Duke Energy Indiana, 2019 WL 4600201 at *28-29.
 Statutory trackers, like the Federal Mandate Statute, allow for the recovery of certain pre-approved categories of costs, without the need for a general rate case proceeding. See I.C. § 8-1-8.4-7(c)(1). By statute, these trackers adjust rates, but they do not re-adjudicate costs. Thus, tracker statutes incentivize utility action the General Assembly wanted to encourage, benefitting customers as well as the utility, subject to the Commission's approval. In this light, the Federal Mandate Statute encourages and facilitates utility compliance with federal environmental and other mandates—benefitting utilities, ratepayers, and the public at large—under approval procedures that evaluate the compliance program, enhance cost predictability, and protect the interests of all involved. The clear purpose of a CPCN is to determine whether the proposed compliance project and its attendant costs are prudent before the utility passes such costs to ratepayers. Nothing in the statute indicates that all costs must be recoverable; to the contrary, only the “projected” costs of a “proposed compliance” project are subject to the Commission's approval and are recoverable.

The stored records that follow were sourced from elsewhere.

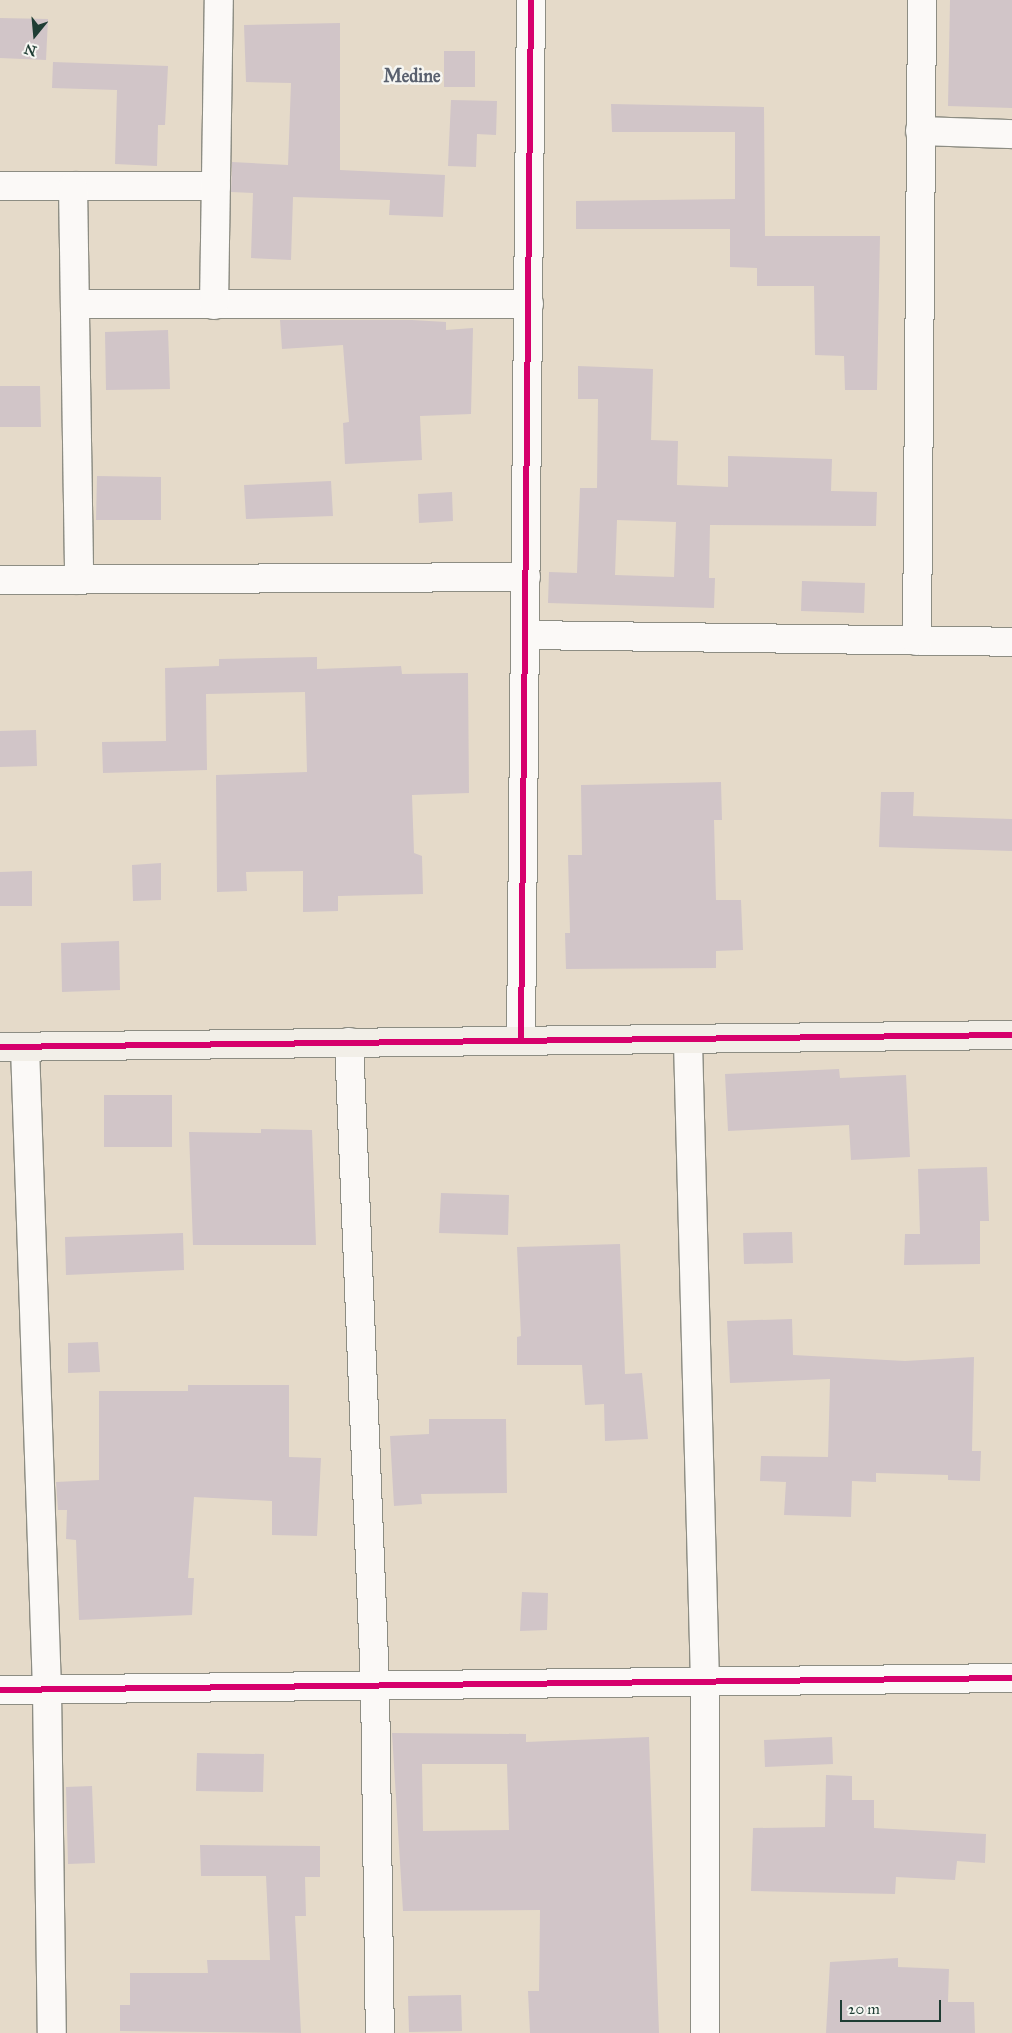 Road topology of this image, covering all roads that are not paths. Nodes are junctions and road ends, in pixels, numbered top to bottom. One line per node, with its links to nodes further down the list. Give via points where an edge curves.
1 (218, 0): 8 (street)
2 (531, 0): 10 (street)
3 (922, 0): 4 (street)
4 (920, 131): 5 (street); 16 (street)
5 (1012, 134)
6 (0, 186): 7 (street)
7 (73, 186): 8 (street); 9 (street)
8 (216, 186): 11 (street)
9 (75, 304): 11 (street); 14 (street)
10 (529, 304): 11 (street); 12 (street)
11 (214, 305)
12 (526, 577): 14 (street); 15 (street)
13 (0, 580): 14 (street)
14 (79, 580)
15 (526, 635): 16 (street); 19 (street)
16 (917, 641): 17 (street)
17 (1012, 642)
18 (1012, 1035): 21 (street)
19 (521, 1040): 20 (street); 21 (street)
20 (349, 1042): 22 (street); 25 (street)
21 (688, 1042): 24 (street)
22 (12, 1047): 27 (street)
23 (1012, 1678): 24 (street)
24 (705, 1682): 25 (street); 30 (street)
25 (375, 1685): 27 (street); 29 (street)
26 (0, 1690): 27 (street)
27 (47, 1690): 28 (street)
28 (52, 2033)
29 (380, 2033)
30 (705, 2033)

 Once the Commission approves a utility's compliance project, the Federal Mandate Statute allows the utility to recover 80% of its costs “through a periodic retail rate adjustment mechanism,” while the other 20% is “deferred and recovered by the energy utility as part of the next general rate case.” I.C. § 8-1-8.4-7(c)(1)-(2). Allowing recovery of costs incurred prior to the Commission's authorization would undo the purpose of Commission oversight and would present a disservice to the utility's customers.
 Accordingly, while we agree with Duke that tracker statutes permit rate adjustments in between general rate cases, such trackers are nevertheless statutory exceptions to the general rule prohibiting retroactive ratemaking and are effective only to the extent that there is pre-authorization or pre-approval of the projected costs via a CPCN approved by the Commission. Absent pre-approval, the risk of loss remains on the utility during the period between rate orders. See City of Indianapolis, 131 N.E.2d at 315. Therefore, interpreting the clear words of the Statute, and in so far as the Commission granted Duke recovery of costs incurred before the date of the Commission's Order, the Commission failed to follow the prospective strictures of the Federal Mandate Statute and we reverse its Order.

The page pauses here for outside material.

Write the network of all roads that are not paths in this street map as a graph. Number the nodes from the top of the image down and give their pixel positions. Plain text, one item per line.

 Based on the foregoing, we reverse the Commission's Order in so far as it allowed Duke to recover costs incurred prior to the Commission's Order pursuant to the Federal Mandate Statute.
1. The third Statutory Representative and Intervenor, Nucor Steel – Indiana Citizens Action Coalition of Indiana, Inc., filed an appearance before this court but did not file an appellant's brief.
2. The Indiana Energy Association filed a brief of Amicus Curiae.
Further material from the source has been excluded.